The following five books were excluded from all DTA test sets: 1817-hoffmann_nachtstuecke01, 1832-lenau_gedichte, 1834-wienbarg_feldzuege, 1852-alexis_ruhe01, and 1863-schleiden_menschengeschlecht.

For more information on data, please refer to the [data section](https://github. com/hipe-eval/HIPE-OCRepair-2026-data/blob/main/README-Participation-Guidelines.md#5-evaluation-campaign-and-system-responses) of the participation guidelines of the HIPE-OCRepair-2026 data repository.

Evaluation outputs

The results/ directory contains detailed scoring information and qualitative analysis aids:

Per-run scores

results/per-run/ contains detailed JSON files for each submission with:

  • Aggregated scores (cmer_micro, cmer_macro, wmer_micro, wmer_macro, preference scores)
  • 95% bootstrap confidence intervals
  • Per-dataset fold scores
  • .log files with scorer output

Rankings

results/system-rankings/ contains TSV files with system rankings:

  • Per-dataset rankings: ranking-<dataset>-<split>-<lang>-cmer-micro.tsv
  • Per-language weighted rankings: ranking-language-<lang>-test-weighted.tsv
  • Overall competition ranking: ranking-overall-test-weighted.tsv

Rankings show systems ordered by primary metric (cmer_micro), with secondary criterion (pref_score_cmer_macro) and confidence intervals.

Qualitative error analysis

For qualitative error inspection, the evaluation pipeline exports plain text views that can be compared using standard diff tools:

  • results/text-views/: Original text views with three files per submission:

    • .orig.txt — original OCR input
    • .cor.txt — system-corrected output
    • .gth.txt — ground truth reference
  • results/text-views-normalized/: Same structure but with normalized texts (lowercased, punctuation removed, whitespace collapsed) — exactly as used during scoring

To inspect errors for a specific run, compare files with any diff tool:

# Compare system output to ground truth (normalized view)
diff results/text-views-normalized/<runname>.cor.txt results/text-views-normalized/<runname>.gth.txt

# Or use a visual diff tool
code --diff results/text-views-normalized/<runname>.cor.txt results/text-views-normalized/<runname>.gth.txt

Pairwise significance testing

While ranking tables show 95% confidence intervals for each system, overlapping CIs cannot definitively determine whether two systems are significantly different.
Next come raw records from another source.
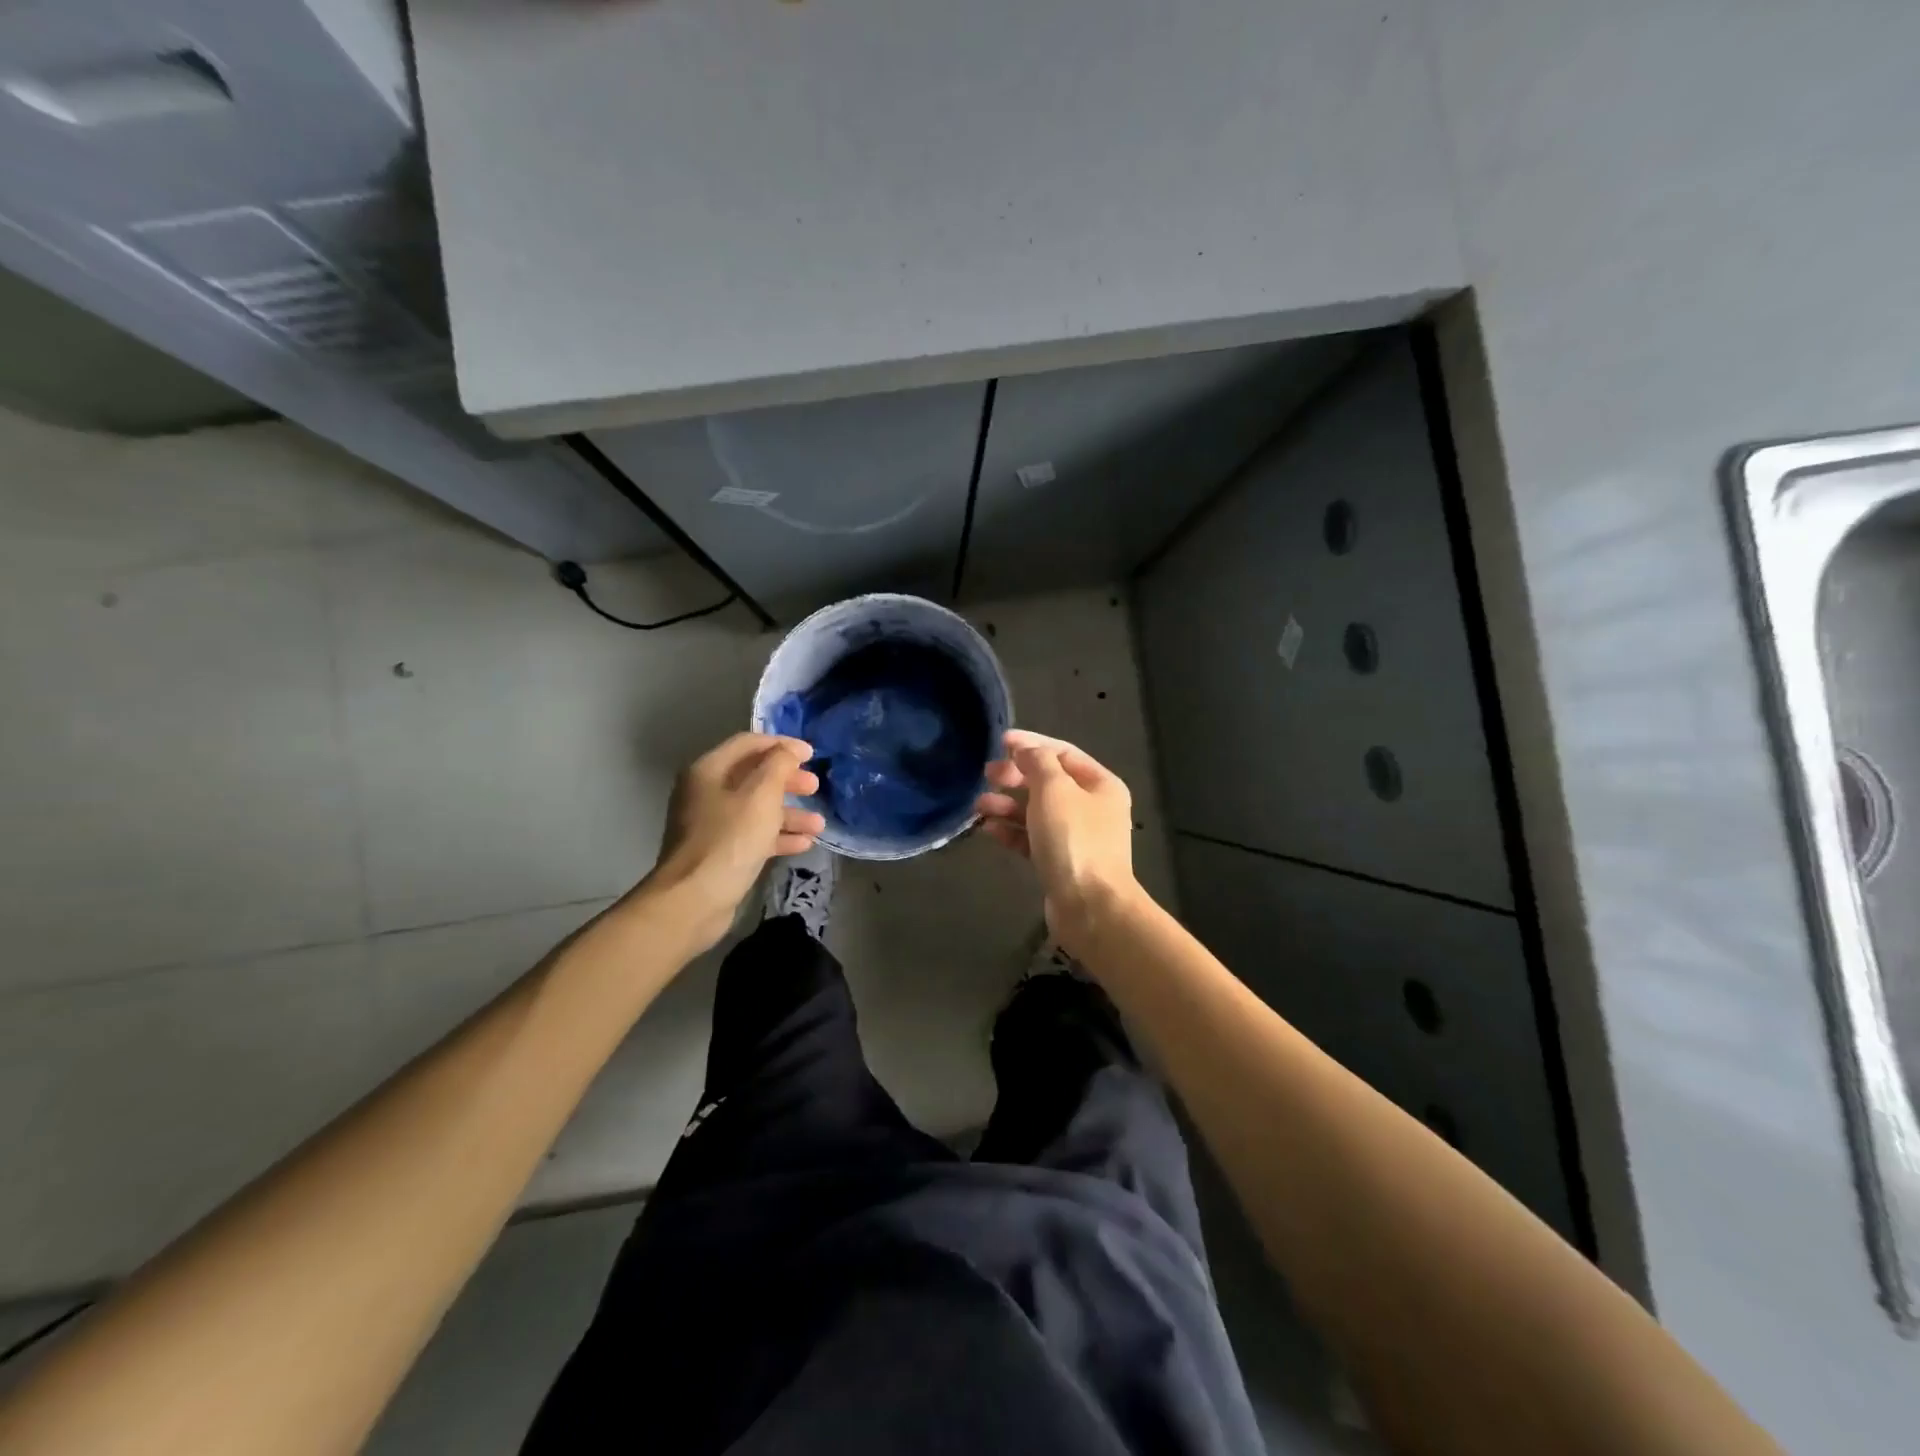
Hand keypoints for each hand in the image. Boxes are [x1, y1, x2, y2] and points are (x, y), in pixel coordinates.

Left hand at [641, 733, 824, 952]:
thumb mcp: (761, 795)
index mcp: (709, 770)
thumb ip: (779, 765)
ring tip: (818, 824)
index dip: (782, 744)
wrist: (694, 899)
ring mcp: (712, 824)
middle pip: (754, 776)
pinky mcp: (720, 853)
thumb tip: (789, 750)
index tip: (812, 754)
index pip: (749, 743)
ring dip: (789, 813)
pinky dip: (778, 836)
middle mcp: (706, 792)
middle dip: (788, 781)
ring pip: (757, 809)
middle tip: (815, 787)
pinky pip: (753, 835)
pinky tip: (804, 844)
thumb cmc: (730, 839)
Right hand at [974, 730, 1140, 951]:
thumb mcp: (1054, 790)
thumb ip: (1037, 762)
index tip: (1000, 742)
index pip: (1062, 752)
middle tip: (988, 774)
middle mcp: (1091, 807)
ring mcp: (1076, 837)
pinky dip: (1010, 831)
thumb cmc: (1074, 840)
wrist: (1090, 907)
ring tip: (979, 805)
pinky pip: (1031, 838)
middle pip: (1048, 781)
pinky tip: (988, 828)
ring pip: (1036, 811)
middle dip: (1016, 775)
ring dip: (1007, 804)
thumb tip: (1024, 749)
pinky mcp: (1059, 862)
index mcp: (1100, 784)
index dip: (1031, 744)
To address this, pairwise significance testing using paired bootstrap methods is available.

results/pairwise-overlaps.tsv contains statistical comparisons of all consecutive systems with overlapping confidence intervals, showing:

  • Mean difference between systems
  • 95% CI of the difference
  • p-values and significance indicators
  • Winner determination or statistical ties

Generate the pairwise analysis with:

make pairwise-overlaps

For detailed documentation on interpretation and use cases:

Metrics and rankings

The primary evaluation metric is character-level Match Error Rate (cMER). Secondary metrics include word-level MER and preference-based comparison scores against the raw OCR baseline.

Before scoring, texts are normalized using a light IR-style normalization that roughly mimics what an indexing and retrieval system would apply:

  • lowercased
  • punctuation and other non-word characters replaced by spaces
  • underscores replaced by spaces
  • repeated whitespace collapsed

Evaluation is therefore case-insensitive and punctuation-insensitive, but still sensitive to accented characters (for example, é and e remain different).
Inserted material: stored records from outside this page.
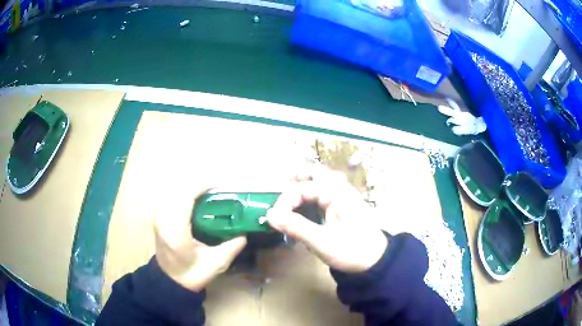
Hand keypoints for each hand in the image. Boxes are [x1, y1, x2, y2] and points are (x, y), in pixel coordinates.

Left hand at [154, 188, 246, 291]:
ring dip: (189, 189)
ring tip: (207, 194)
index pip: (185, 198)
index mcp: (176, 231)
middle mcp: (164, 220)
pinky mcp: (158, 219)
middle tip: (216, 190)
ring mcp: (158, 218)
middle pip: (178, 191)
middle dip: (197, 186)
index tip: (219, 186)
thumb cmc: (192, 274)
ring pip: (173, 192)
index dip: (201, 187)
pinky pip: (170, 198)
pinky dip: (182, 195)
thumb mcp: (215, 264)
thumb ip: (231, 248)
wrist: (170, 281)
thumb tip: (244, 233)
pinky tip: (194, 202)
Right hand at [267, 165, 387, 272]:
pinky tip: (307, 205)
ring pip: (322, 180)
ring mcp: (345, 196)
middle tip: (281, 188)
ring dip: (306, 183)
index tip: (275, 219)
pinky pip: (327, 191)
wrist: (377, 261)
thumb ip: (295, 227)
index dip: (284, 202)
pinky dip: (314, 193)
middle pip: (316, 172)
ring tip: (292, 194)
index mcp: (335, 193)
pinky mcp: (346, 205)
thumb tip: (270, 215)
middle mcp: (341, 189)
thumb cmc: (351, 251)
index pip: (301, 188)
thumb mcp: (321, 242)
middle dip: (297, 178)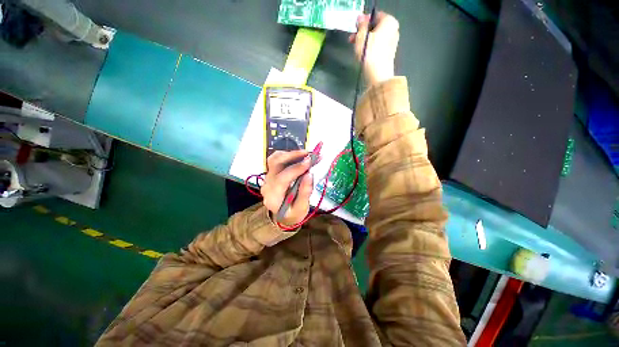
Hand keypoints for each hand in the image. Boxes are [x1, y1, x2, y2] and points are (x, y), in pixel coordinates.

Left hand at [261, 150, 313, 226]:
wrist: (283, 215)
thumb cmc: (293, 214)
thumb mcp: (301, 208)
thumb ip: (305, 192)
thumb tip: (309, 174)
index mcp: (273, 196)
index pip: (282, 178)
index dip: (296, 168)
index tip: (310, 161)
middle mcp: (267, 185)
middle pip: (275, 164)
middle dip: (292, 155)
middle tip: (308, 154)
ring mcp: (267, 178)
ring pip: (274, 159)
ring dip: (290, 154)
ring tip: (305, 154)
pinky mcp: (271, 174)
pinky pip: (277, 160)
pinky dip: (288, 156)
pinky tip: (298, 157)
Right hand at [349, 12, 399, 85]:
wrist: (378, 75)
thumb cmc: (370, 53)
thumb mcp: (361, 36)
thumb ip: (361, 25)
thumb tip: (360, 18)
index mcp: (389, 21)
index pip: (375, 16)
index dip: (363, 21)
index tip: (355, 27)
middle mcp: (394, 30)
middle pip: (376, 27)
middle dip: (363, 32)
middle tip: (352, 38)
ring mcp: (392, 43)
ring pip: (376, 38)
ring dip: (365, 41)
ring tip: (355, 47)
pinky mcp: (388, 55)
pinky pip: (378, 47)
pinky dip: (370, 48)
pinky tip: (362, 54)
A cMER of 0.05 means that the hypothesis and reference differ by 5% at the character level.

Aggregation levels

Each test dataset consists of a set of transcription units. All metrics are first computed at the level of individual transcription units and then aggregated.
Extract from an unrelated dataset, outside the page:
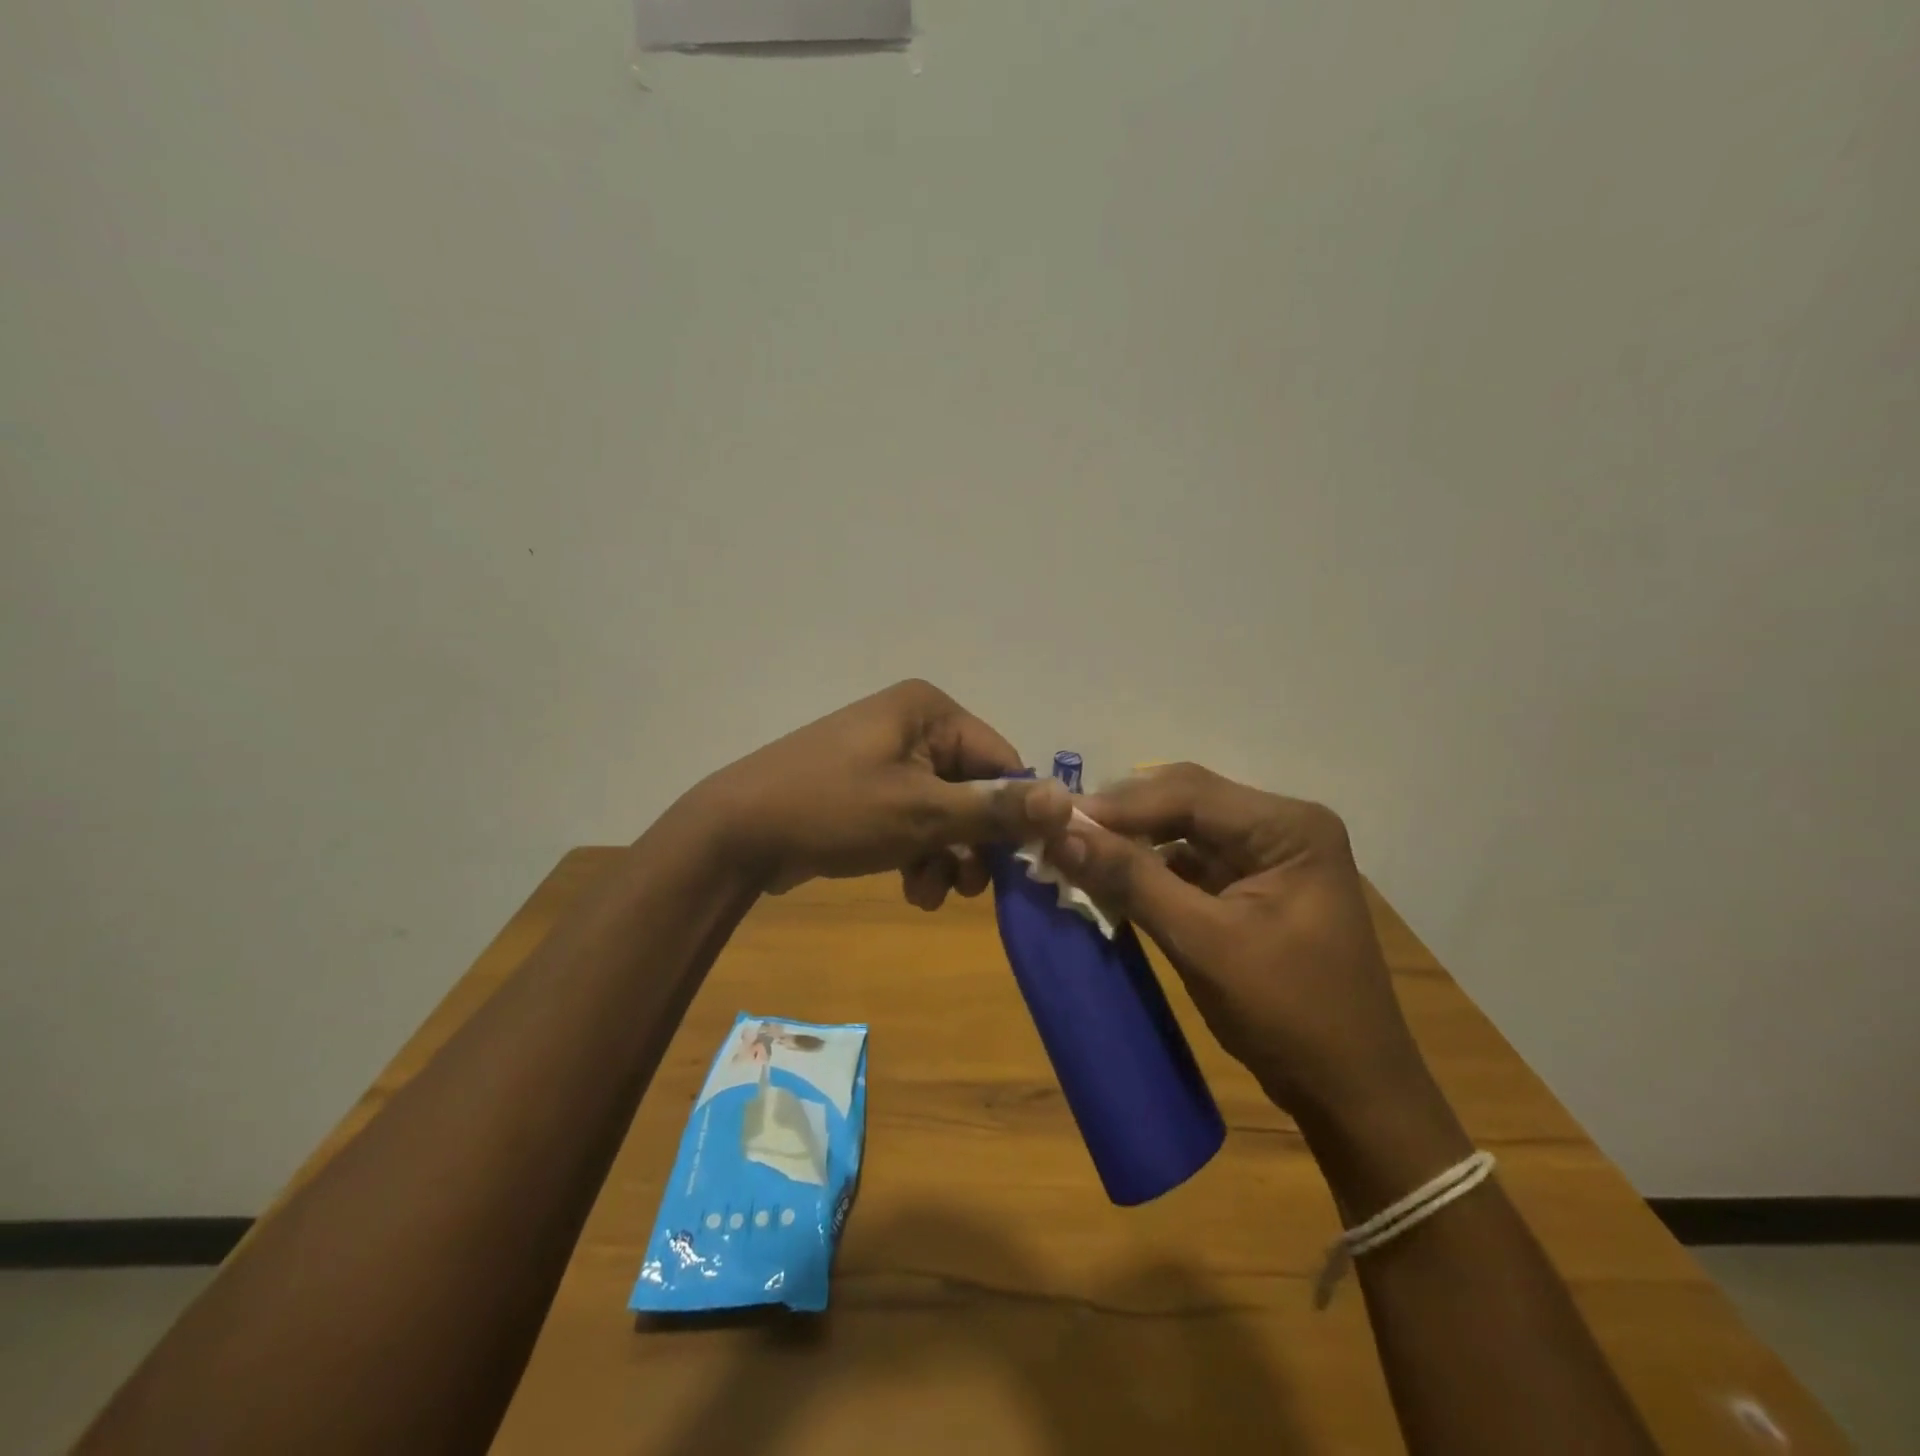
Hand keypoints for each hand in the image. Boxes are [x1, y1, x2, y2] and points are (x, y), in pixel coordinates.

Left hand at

For each dataset, the scorer reports:

  • cmer_micro: character-level MER obtained by summing alignment counts across all transcription units in the dataset and computing cMER once from the summed totals within a test set
  • cmer_macro: arithmetic mean of the transcription-unit-level cMER scores within a test set
  • wmer_micro and wmer_macro are computed in the same way as cmer_micro and cmer_macro, but using word-level alignments produced by jiwer.process_words(...) after normalization. Here, hits, substitutions, deletions, and insertions are counted over aligned word sequences rather than character sequences.

In other words:

  • micro aggregation gives more weight to longer transcription units in a test set
  • macro aggregation gives equal weight to each transcription unit in a test set

Metric definitions used in the reports

The evaluation reports show the following metrics:

  • cmer_micro: micro-averaged character-level Match Error Rate
  • cmer_macro: macro-averaged character-level Match Error Rate
  • wmer_micro: micro-averaged word-level Match Error Rate
  • wmer_macro: macro-averaged word-level Match Error Rate
  • pref_score_cmer_macro: macro-averaged preference score based on cMER

At the transcription-unit level, MER is defined as:

$$ \mathrm{MER} = \frac{S + D + I}{H + S + D + I} $$

where (H) = hits, (S) = substitutions, (D) = deletions, and (I) = insertions at the relevant alignment level (characters for cMER, words for wMER).

For a dataset with transcription units (i = 1, ..., N):

$$\mathrm{cMER\_micro} = \frac{\sum_i S_i + \sum_i D_i + \sum_i I_i} {\sum_i H_i + \sum_i S_i + \sum_i D_i + \sum_i I_i}$$ $$\mathrm{wMER\_micro} = \frac{\sum_i S_i + \sum_i D_i + \sum_i I_i} {\sum_i H_i + \sum_i S_i + \sum_i D_i + \sum_i I_i}$$ $$\mathrm{cMER\_macro} = \frac{1}{N} \sum_{i=1}^{N} \mathrm{cMER}_{i}$$ $$\mathrm{wMER\_macro} = \frac{1}{N} \sum_{i=1}^{N} \mathrm{wMER}_{i}$$

The preference score for one transcription unit i is defined as follows:

$$\mathrm{pref}(i) = \begin{cases} 1 & \text{if the system score is better than the raw OCR score} \\\ 0 & \text{if both scores are equal} \\\ -1 & \text{if the system score is worse than the raw OCR score} \end{cases}$$

The reported preference metrics are macro averages over transcription units:

$$\mathrm{pref\_score\_cMER\_macro} = \frac{1}{N} \sum_{i=1}^{N} \mathrm{pref\_cMER}(i)$$

Confidence intervals

The report tables include 95% bootstrap confidence intervals for cmer_micro and pref_score_cmer_macro. These intervals are based on 10,000 bootstrap resamples of the transcription units.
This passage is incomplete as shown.